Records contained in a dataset
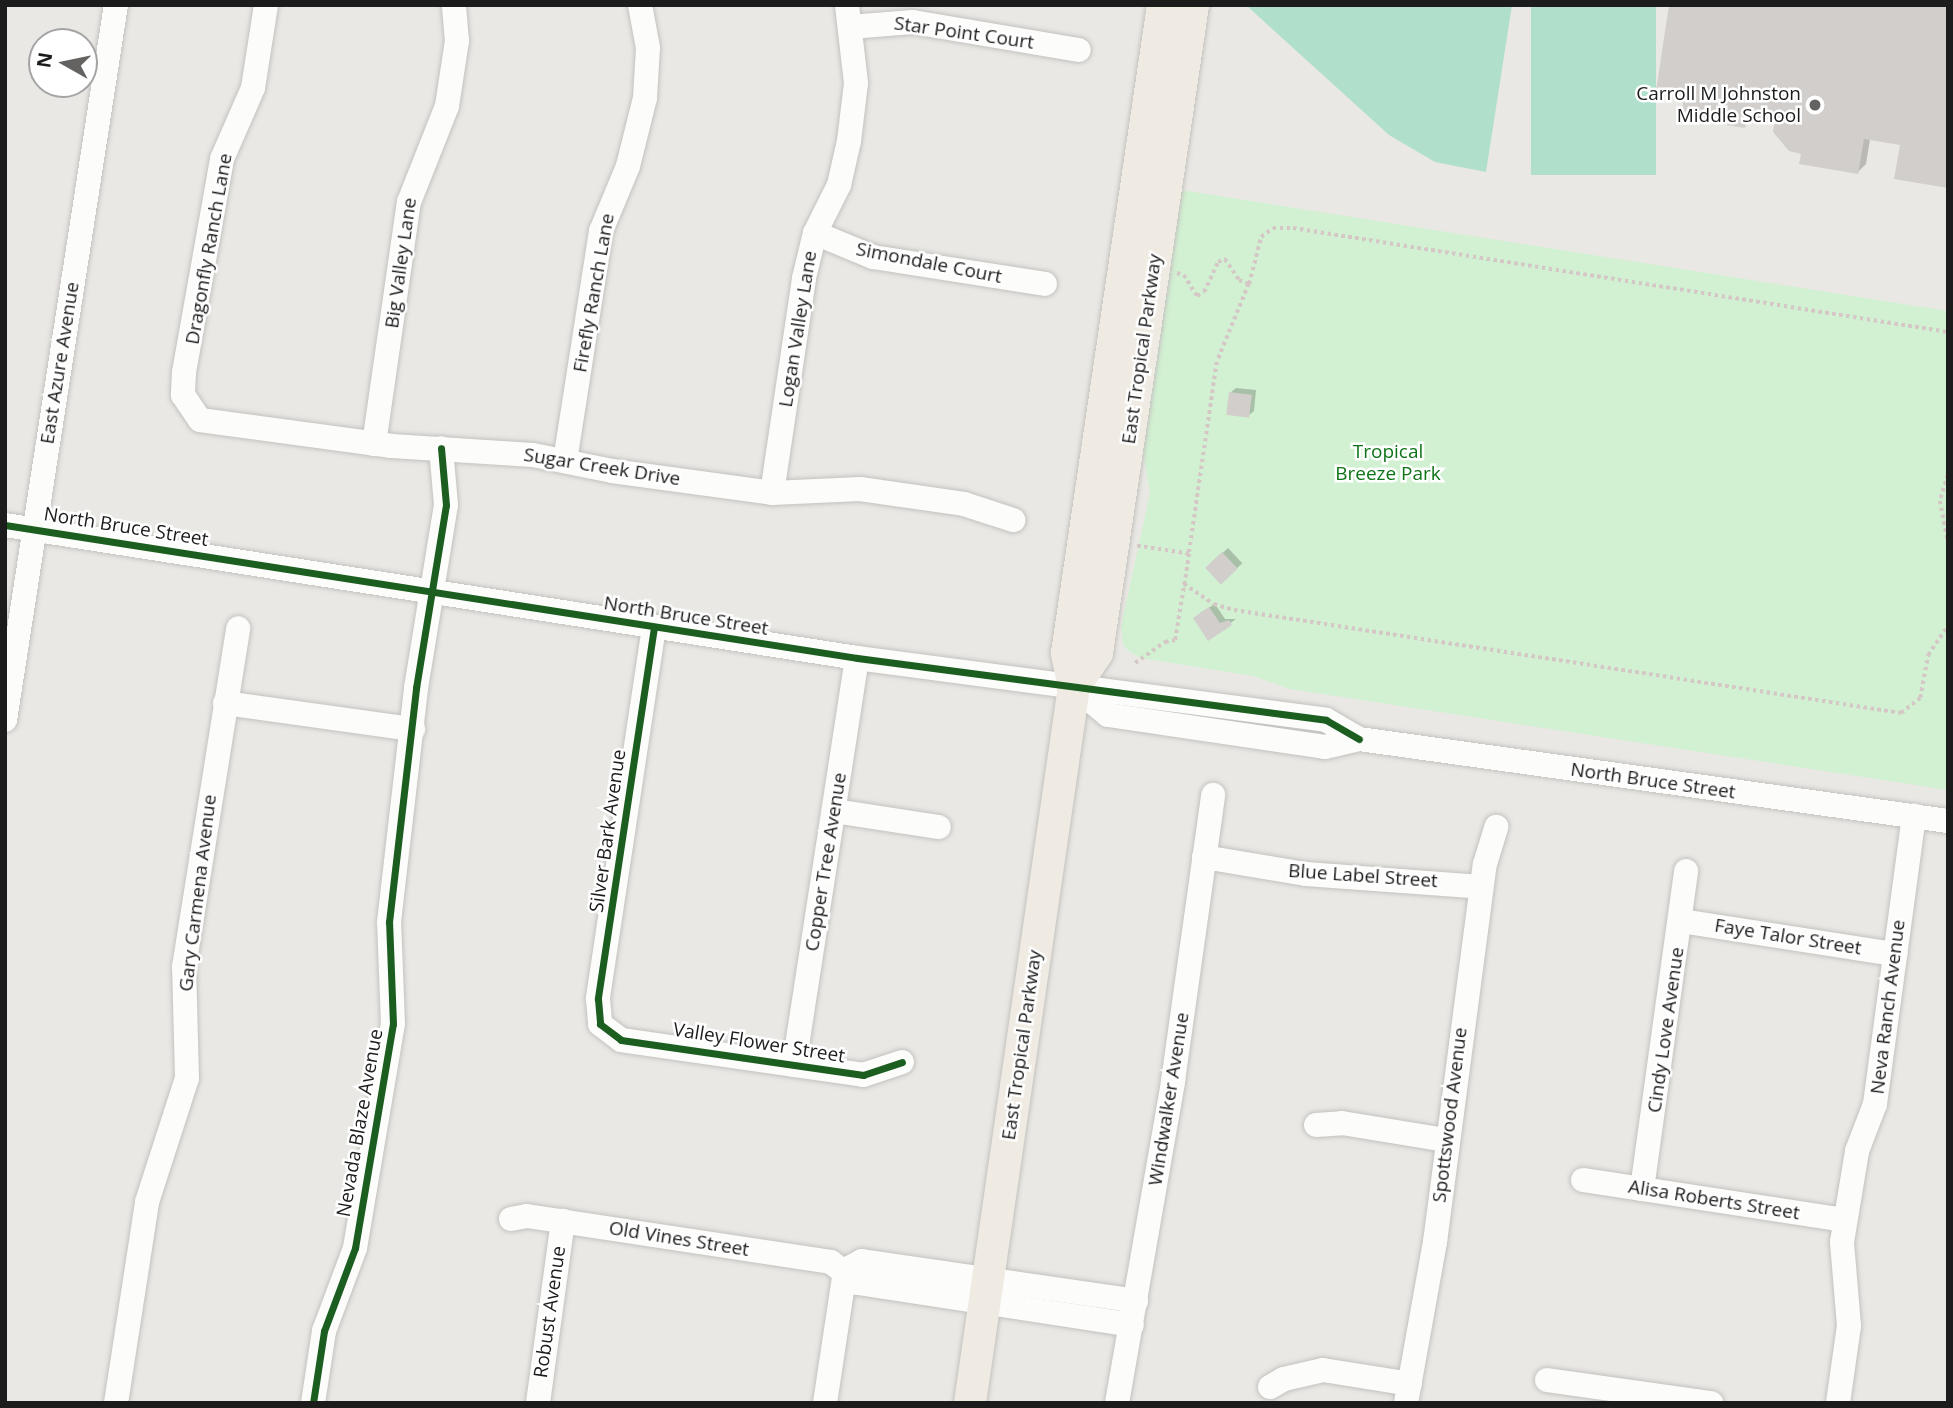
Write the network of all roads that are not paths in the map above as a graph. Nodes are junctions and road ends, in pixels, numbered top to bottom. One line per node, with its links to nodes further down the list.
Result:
1 (116, 5): 18 (street, East Azure Avenue)
2 (266, 5): 11 (street, Dragonfly Ranch Lane)
3 (454, 5): 12 (street, Big Valley Lane)
4 (640, 5): 14 (street, Firefly Ranch Lane)
5 (1163, 5): 23 (main road, East Tropical Parkway)
6 (1193, 5): 23 (main road, East Tropical Parkway)
7 (848, 16): 8 (street, Star Point Court); 9 (street, Logan Valley Lane)
8 (1079, 50)
9 (815, 233): 10 (street, Simondale Court); 15 (street, Logan Valley Lane)
10 (1045, 284)
11 (193, 411): 12 (street, Sugar Creek Drive)
12 (374, 443): 13 (street, Sugar Creek Drive)
13 (441, 448): 14 (street, Sugar Creek Drive); 19 (street, Nevada Blaze Avenue)
14 (565, 461): 15 (street, Sugar Creek Drive)
15 (772, 493): 16 (street, Sugar Creek Drive)
16 (1013, 520)
17 (5, 525): 18 (street, North Bruce Street)
18 (34, 529): 19 (street, North Bruce Street); 25 (street, East Azure Avenue)
19 (431, 592): 20 (street, North Bruce Street); 26 (street, Nevada Blaze Avenue)
20 (654, 627): 22 (street, North Bruce Street); 38 (street, Silver Bark Avenue)
21 (238, 628): 24 (street, Gary Carmena Avenue)
22 (857, 658): 23 (street, North Bruce Street); 28 (street, Copper Tree Avenue)
23 (1074, 687): 29 (street, North Bruce Street); 49 (main road, East Tropical Parkway)
24 (225, 703): 26 (street); 55 (street, Gary Carmena Avenue)
25 (5, 720)
26 (413, 729): 56 (street, Nevada Blaze Avenue)
27 (1213, 795): 33 (street, Windwalker Avenue)
28 (834, 811): 31 (street); 40 (street, Copper Tree Avenue)
29 (1914, 816): 30 (street, North Bruce Street); 37 (street, Neva Ranch Avenue)
30 (1948, 821)
31 (939, 827)
32 (1496, 827): 35 (street, Spottswood Avenue)
33 (1204, 857): 35 (street, Blue Label Street); 50 (street, Windwalker Avenue)
34 (1686, 871): 36 (street, Cindy Love Avenue)
35 (1482, 887): 42 (street, Spottswood Avenue)
36 (1681, 921): 37 (street, Faye Talor Street); 44 (street, Cindy Love Avenue)
37 (1895, 954): 46 (street, Neva Ranch Avenue)
38 (611, 1035): 40 (street, Valley Flower Street)
39 (902, 1062): 40 (street, Valley Flower Street)
40 (793, 1065)
41 (1316, 1125): 42 (street)
42 (1446, 1140): 53 (street, Spottswood Avenue)
43 (1583, 1180): 44 (street, Alisa Roberts Street)
44 (1642, 1189): 46 (street, Alisa Roberts Street)
45 (511, 1219): 47 (street, Old Vines Street)
46 (1845, 1220): 62 (street, Neva Ranch Avenue)
47 (563, 1222): 48 (street, Old Vines Street); 57 (street, Robust Avenue)
48 (845, 1270): 49 (street, Old Vines Street); 58 (street)
49 (987, 1292): 50 (street, Old Vines Street); 59 (main road, East Tropical Parkway)
50 (1134, 1313): 60 (street, Windwalker Avenue)
51 (1547, 1380): 54 (street)
52 (1270, 1388): 53 (street)
53 (1408, 1393)
54 (1612, 1396): 61 (street)
55 (117, 1403)
56 (313, 1403)
57 (538, 1403)
58 (825, 1403)
59 (970, 1403)
60 (1117, 1403)
61 (1711, 1403)
62 (1838, 1403)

What is being asked:
A complete answer gives every line of the data that includes "Blaze".

Response:
13 (441, 448): 14 (street, Sugar Creek Drive); 19 (street, Nevada Blaze Avenue)
19 (431, 592): 20 (street, North Bruce Street); 26 (street, Nevada Blaze Avenue)
26 (413, 729): 56 (street, Nevada Blaze Avenue)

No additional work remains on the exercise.